Started in qualitative research in 1982 working for luminaries such as Roddy Glen. He moved into advertising in 1986. He was Ogilvy’s youngest board director. He switched to DFGW where he won APG and IPA awards for the launch of Daewoo cars.

Has been a freelance researcher and planner for the last four years.

He was previously vice-chair of the APG. He wrote chapters on Quant Research for the IPA’s ‘Excellence in Advertising’ and on Qual Advertising Research for the AQR’s ‘Qualitative Research in Action’. He chaired the Advertising Research sessions at the last two MRS Brighton Conferences.

Now, Chris Forrest is a partner in The Nursery, specialising in creative development research for advertising and brand communications.

I asked him some questions and he kindly answered:

1. If you reduced the role of planning to one word or idea which would be this word/ idea?

Perspective.

You could debate forever what planners are supposed to bring but I think it boils down to an interesting secondary perspective, hopefully from somewhere outside of the immediate influences.

2. Which do you think is the latest fashion in planning?

Planning is in a really good place at the moment. Its embracing of eclectic inputs is much more fashionable across agencies and clients. The blogosphere, as your next question says, has helped with this. You can get quite a lot of good planning free just from reading the main blogs.

If there is a fashion trend I suppose it is planners joining digital agencies. These agencies have now got the budget to hire planners but I know some of those who’ve joined are finding it tough to get clients to spend on research and the sort of inputs that planners need to perform at their best.

3. In Romania planning became known and very fashionable due to the planning blogosphere.

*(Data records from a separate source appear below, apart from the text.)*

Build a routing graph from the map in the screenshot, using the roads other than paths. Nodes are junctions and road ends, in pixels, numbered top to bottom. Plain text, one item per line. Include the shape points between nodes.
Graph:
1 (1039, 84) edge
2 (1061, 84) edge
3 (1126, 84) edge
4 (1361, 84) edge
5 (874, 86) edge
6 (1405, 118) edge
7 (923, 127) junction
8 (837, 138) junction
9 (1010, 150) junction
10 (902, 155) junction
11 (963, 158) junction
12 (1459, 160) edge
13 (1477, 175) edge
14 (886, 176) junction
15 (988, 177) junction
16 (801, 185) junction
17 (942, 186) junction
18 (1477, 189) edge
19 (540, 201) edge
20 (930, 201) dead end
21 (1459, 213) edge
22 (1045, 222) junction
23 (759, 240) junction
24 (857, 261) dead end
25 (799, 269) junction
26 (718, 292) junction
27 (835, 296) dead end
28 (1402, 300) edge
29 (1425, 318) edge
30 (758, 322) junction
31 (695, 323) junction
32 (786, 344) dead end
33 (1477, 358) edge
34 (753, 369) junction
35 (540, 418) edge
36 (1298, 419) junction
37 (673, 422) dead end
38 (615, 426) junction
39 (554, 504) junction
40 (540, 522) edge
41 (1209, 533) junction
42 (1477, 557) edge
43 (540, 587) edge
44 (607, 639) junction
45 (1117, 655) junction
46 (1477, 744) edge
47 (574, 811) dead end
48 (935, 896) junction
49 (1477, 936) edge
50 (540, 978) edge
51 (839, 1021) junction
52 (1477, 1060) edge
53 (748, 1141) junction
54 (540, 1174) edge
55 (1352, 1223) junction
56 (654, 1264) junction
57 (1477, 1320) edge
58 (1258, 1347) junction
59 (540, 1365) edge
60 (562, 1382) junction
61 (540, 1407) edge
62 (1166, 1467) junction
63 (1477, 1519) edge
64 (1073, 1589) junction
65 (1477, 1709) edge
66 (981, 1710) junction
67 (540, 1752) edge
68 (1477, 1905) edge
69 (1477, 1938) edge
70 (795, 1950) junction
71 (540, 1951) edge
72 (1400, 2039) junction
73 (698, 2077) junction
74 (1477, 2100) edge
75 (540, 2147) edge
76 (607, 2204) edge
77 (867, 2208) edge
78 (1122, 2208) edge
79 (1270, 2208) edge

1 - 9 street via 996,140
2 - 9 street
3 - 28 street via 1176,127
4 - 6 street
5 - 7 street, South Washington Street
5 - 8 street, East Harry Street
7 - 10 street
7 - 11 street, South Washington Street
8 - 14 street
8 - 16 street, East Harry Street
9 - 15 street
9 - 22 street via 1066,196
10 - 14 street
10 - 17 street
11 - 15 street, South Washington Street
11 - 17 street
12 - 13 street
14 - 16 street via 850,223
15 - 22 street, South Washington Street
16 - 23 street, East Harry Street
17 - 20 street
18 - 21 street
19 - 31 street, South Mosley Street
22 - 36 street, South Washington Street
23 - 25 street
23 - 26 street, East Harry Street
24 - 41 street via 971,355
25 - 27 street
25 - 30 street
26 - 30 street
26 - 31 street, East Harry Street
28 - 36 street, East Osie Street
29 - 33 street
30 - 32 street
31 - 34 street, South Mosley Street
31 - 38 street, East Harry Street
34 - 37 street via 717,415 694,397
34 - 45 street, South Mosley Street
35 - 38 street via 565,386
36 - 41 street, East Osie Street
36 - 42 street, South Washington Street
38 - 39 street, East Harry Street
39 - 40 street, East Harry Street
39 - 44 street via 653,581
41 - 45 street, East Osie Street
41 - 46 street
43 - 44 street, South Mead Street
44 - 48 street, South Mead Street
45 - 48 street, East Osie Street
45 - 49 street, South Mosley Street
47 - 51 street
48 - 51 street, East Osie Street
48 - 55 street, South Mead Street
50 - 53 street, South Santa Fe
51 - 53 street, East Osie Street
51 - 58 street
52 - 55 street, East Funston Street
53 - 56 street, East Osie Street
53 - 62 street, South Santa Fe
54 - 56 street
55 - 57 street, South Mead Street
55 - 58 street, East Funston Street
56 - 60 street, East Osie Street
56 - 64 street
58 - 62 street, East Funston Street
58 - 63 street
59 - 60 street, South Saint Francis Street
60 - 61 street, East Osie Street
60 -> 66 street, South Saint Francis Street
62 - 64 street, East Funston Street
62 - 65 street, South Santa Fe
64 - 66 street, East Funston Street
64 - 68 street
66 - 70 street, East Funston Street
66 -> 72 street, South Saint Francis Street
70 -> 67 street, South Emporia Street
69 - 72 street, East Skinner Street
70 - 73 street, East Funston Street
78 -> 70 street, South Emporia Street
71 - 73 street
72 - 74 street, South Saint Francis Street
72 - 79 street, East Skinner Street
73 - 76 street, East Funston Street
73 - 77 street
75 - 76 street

What made you decide to not launch your own blog?

I did launch a blog. I have some claim to being the original planning blogger! Way back in 1995 I saw that the WWW was going to be a big deal. I taught myself HTML programming and put my then agency DFGW and the APG (I was its vice chairman ) online. For the next 2 or 3 years the APG website was me updating it, mainly on Saturday mornings with what was going on at the APG, chatty comments about planning stuff and links to other planning related sites. (I think I still have the site archived on an old Apple Mac in my loft.) It was great because every planner who went online surfed the site and was pleasantly surprised by it. It sold APG memberships, books and training courses and more than covered its costs. Plus it helped my personal brand recognition so I was able to go freelance.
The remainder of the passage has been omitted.